Handy: Towards a high fidelity 3D hand shape and appearance model

Abstract

Over the last few years, with the advent of virtual and augmented reality, an enormous amount of research has been focused on modelling, tracking and reconstructing human hands. Given their power to express human behaviour, hands have been a very important, but challenging component of the human body. Currently, most of the state-of-the-art reconstruction and pose estimation methods rely on the low polygon MANO model. Apart from its low polygon count, MANO model was trained with only 31 adult subjects, which not only limits its expressive power but also imposes unnecessary shape reconstruction constraints on pose estimation methods. Moreover, hand appearance remains almost unexplored and neglected from the majority of hand reconstruction methods.

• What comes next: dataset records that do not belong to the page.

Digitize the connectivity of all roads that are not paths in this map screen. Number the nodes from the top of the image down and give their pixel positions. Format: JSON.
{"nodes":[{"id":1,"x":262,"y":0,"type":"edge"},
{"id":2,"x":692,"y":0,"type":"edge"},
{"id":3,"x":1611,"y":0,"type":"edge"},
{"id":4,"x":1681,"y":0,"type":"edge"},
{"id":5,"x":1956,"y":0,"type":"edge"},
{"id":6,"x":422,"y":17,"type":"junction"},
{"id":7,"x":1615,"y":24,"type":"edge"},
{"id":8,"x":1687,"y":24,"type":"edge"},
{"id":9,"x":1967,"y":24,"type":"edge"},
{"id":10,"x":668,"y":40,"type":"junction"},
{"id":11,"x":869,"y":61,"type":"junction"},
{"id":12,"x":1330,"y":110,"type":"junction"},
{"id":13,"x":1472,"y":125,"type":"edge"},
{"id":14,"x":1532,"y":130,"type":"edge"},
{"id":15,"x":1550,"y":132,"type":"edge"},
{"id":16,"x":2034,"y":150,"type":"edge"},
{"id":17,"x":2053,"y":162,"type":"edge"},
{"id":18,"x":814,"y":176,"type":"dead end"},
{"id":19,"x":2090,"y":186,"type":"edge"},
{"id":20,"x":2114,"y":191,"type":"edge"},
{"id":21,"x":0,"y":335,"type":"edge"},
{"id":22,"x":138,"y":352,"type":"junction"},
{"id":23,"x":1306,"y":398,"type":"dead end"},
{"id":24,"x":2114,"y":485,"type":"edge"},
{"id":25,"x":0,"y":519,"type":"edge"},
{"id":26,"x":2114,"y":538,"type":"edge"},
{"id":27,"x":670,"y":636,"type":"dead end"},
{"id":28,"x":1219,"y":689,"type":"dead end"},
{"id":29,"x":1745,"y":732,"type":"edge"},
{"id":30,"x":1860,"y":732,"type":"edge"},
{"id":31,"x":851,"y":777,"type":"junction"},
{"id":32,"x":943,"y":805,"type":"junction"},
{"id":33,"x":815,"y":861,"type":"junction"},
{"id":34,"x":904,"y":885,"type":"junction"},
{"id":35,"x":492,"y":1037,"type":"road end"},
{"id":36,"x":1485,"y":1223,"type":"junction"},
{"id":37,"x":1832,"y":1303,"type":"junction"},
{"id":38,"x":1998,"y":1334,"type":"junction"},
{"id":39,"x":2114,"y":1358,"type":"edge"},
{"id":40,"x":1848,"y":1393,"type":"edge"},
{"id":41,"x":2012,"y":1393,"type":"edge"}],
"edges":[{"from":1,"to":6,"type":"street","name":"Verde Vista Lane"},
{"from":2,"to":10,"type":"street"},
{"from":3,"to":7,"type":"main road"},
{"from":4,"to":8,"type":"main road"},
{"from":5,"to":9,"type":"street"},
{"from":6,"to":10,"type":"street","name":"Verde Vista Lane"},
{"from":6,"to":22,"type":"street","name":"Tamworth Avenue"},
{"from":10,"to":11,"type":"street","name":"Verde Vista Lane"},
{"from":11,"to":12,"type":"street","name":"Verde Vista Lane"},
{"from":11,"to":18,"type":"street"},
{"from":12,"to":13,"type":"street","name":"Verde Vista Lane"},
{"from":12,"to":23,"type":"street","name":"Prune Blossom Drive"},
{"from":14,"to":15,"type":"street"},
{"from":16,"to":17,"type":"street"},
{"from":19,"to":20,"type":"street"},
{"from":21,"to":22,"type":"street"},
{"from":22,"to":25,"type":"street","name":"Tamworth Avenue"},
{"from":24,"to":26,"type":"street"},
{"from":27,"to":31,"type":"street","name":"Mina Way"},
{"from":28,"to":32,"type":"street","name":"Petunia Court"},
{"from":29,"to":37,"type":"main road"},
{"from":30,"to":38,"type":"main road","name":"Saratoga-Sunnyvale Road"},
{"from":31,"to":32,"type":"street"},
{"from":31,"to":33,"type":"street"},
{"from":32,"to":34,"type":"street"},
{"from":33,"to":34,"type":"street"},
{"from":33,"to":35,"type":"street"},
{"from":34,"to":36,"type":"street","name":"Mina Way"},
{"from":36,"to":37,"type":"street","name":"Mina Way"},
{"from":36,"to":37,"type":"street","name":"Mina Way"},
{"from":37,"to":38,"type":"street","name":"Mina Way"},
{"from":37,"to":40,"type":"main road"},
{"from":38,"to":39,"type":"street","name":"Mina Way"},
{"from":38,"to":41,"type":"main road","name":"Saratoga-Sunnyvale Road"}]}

In this work, we propose “Handy”, a large-scale model of the human hand, modelling both shape and appearance composed of over 1200 subjects which we make publicly available for the benefit of the research community. In contrast to current models, our proposed hand model was trained on a dataset with large diversity in age, gender, and ethnicity, which tackles the limitations of MANO and accurately reconstructs out-of-distribution samples. In order to create a high quality texture model, we trained a powerful GAN, which preserves high frequency details and is able to generate high resolution hand textures. To showcase the capabilities of the proposed model, we built a synthetic dataset of textured hands and trained a hand pose estimation network to reconstruct both the shape and appearance from single images. As it is demonstrated in an extensive series of quantitative as well as qualitative experiments, our model proves to be robust against the state-of-the-art and realistically captures the 3D hand shape and pose along with a high frequency detailed texture even in adverse “in-the-wild” conditions.